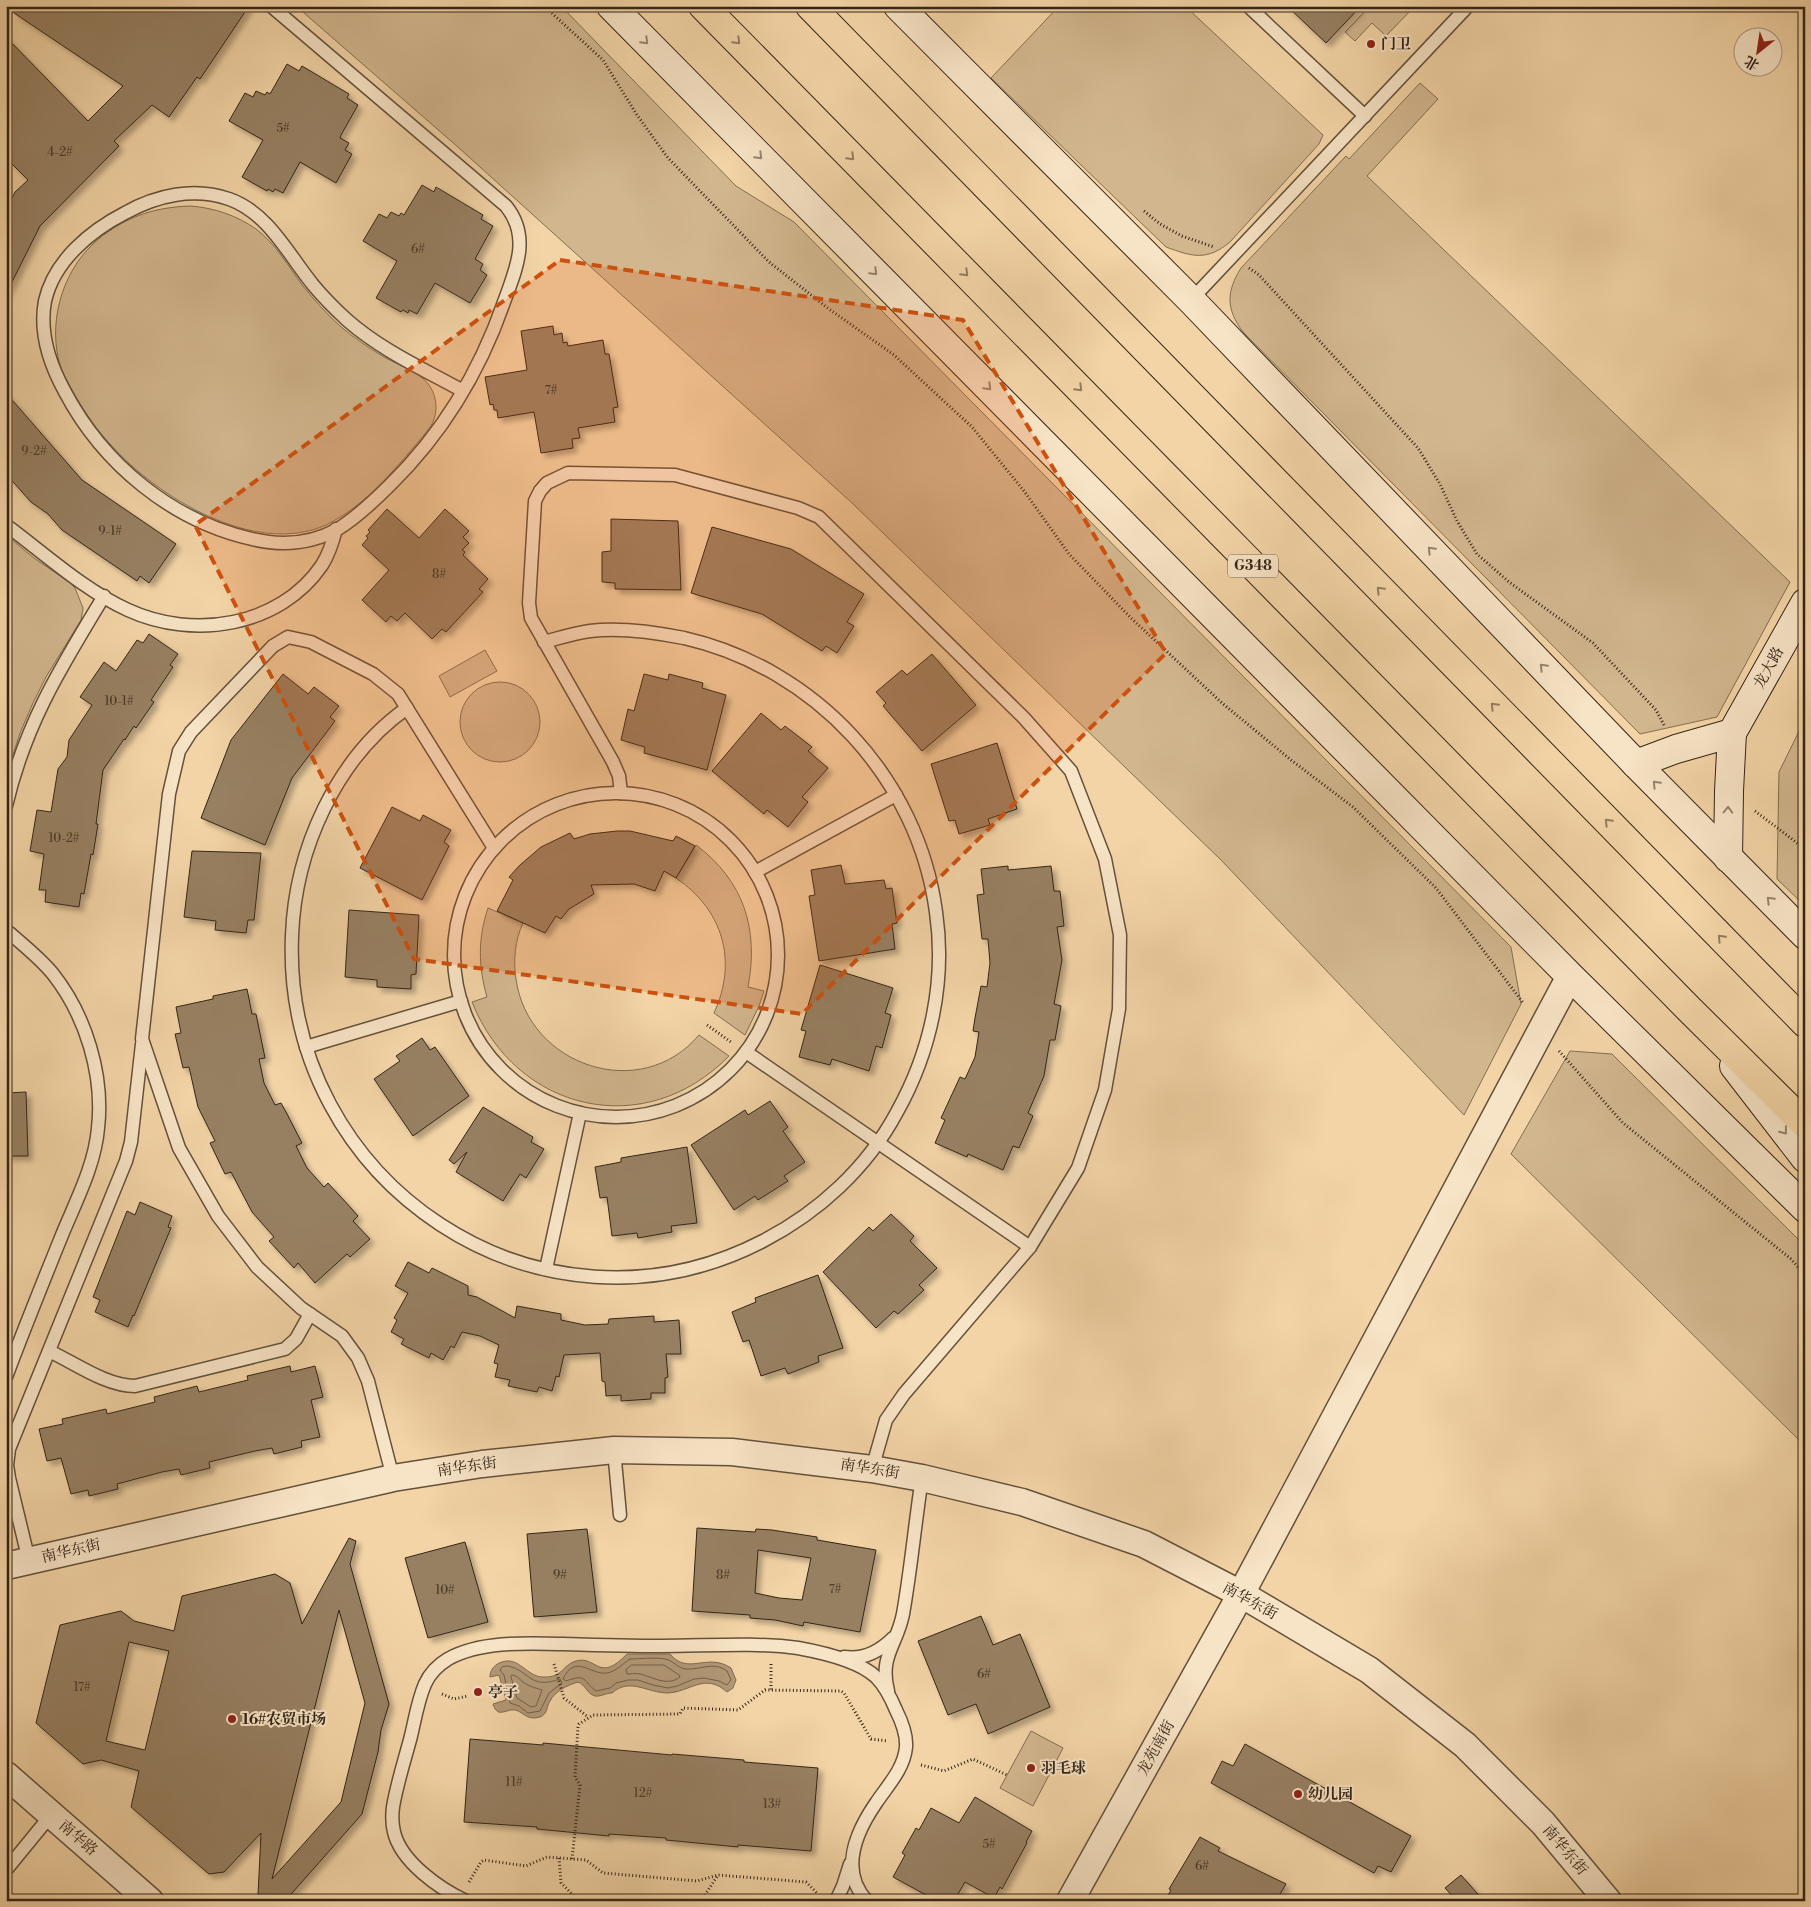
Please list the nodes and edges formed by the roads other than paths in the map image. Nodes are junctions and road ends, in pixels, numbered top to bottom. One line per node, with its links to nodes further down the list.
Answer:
1 (9, 6): 9 (lane)
2 (271, 6): 12 (lane)
3 (610, 6): 30 (street, one-way to 30)
4 (703, 6): 33 (highway, G348, one-way to 33)
5 (810, 6): 29 (highway, one-way to 5)
6 (898, 6): 11 (street)
7 (1248, 6): 10 (lane)
8 (1468, 6): 10 (lane)
9 (6, 10)
10 (1365, 116): 11 (lane)
11 (1191, 300): 20 (street, one-way to 11)
12 (463, 391): 14 (lane); 14 (lane)
13 (6, 525): 15 (lane)
14 (336, 529): 15 (lane)
15 (104, 596): 23 (lane)
16 (1805, 604): 19 (street, 龙大路)
17 (544, 642): 21 (lane); 22 (lane); 43 (lane)
18 (407, 708): 24 (lane); 35 (lane); 36 (lane)
19 (1732, 733): 20 (street); 25 (street, one-way to 19)
20 (1636, 764): 25 (street, one-way to 20)
21 (620, 793): 24 (lane); 26 (lane)
22 (896, 795): 26 (lane); 40 (lane)
23 (6, 806)
24 (494, 848): 31 (lane)
25 (1728, 858): 28 (street, one-way to 25)
26 (755, 872): 37 (lane)
27 (6, 930): 47 (lane)
28 (1805, 934)
29 (1742, 960): 32 (street); 34 (highway)
30 (1570, 976): 42 (street); 54 (street, 龙苑南街)
31 (462, 1001): 36 (lane); 38 (lane)
32 (1805, 1008)
33 (1690, 1010): 39 (highway, G348); 41 (street, one-way to 41)
34 (1805, 1022)
35 (142, 1038): 45 (lane); 46 (lane)
36 (306, 1047): 44 (lane)
37 (746, 1052): 38 (lane); 40 (lane)
38 (580, 1113): 44 (lane)
39 (1805, 1124)
40 (879, 1142): 43 (lane); 44 (lane)
41 (1805, 1158)
42 (1805, 1208)
43 (1030, 1247): 49 (lane)
44 (546, 1269)
45 (310, 1314): 46 (lane); 50 (lane)
46 (49, 1351): 53 (lane)
47 (6, 1377)
48 (614, 1450): 49 (street, 南华东街); 50 (street, 南华东街); 52 (lane)
49 (872, 1468): 51 (street, 南华东街)
50 (393, 1478): 53 (street, 南华东街)
51 (922, 1478): 54 (street, 南华东街); 55 (lane)
52 (620, 1515)
53 (18, 1563)
54 (1241, 1594): 66 (street, 龙苑南街); 67 (street, 南华东街)
55 (897, 1634): 56 (lane); 57 (lane)
56 (827, 1655): 57 (lane); 62 (lane)
57 (889, 1693): 60 (lane)
58 (6, 1775): 59 (street, 南华路)
59 (51, 1815): 61 (lane); 63 (street, 南华路)
60 (852, 1856): 64 (lane); 65 (lane)
61 (6, 1870)
62 (463, 1899)
63 (150, 1901)
64 (836, 1901)
65 (867, 1901)
66 (1070, 1901)
67 (1608, 1901)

Required work.
Only lines holding the word "highway" belong in the answer; copy each one from the material.

Exercise answer.
4 (703, 6): 33 (highway, G348, one-way to 33)
5 (810, 6): 29 (highway, one-way to 5)
29 (1742, 960): 32 (street); 34 (highway)
33 (1690, 1010): 39 (highway, G348); 41 (street, one-way to 41)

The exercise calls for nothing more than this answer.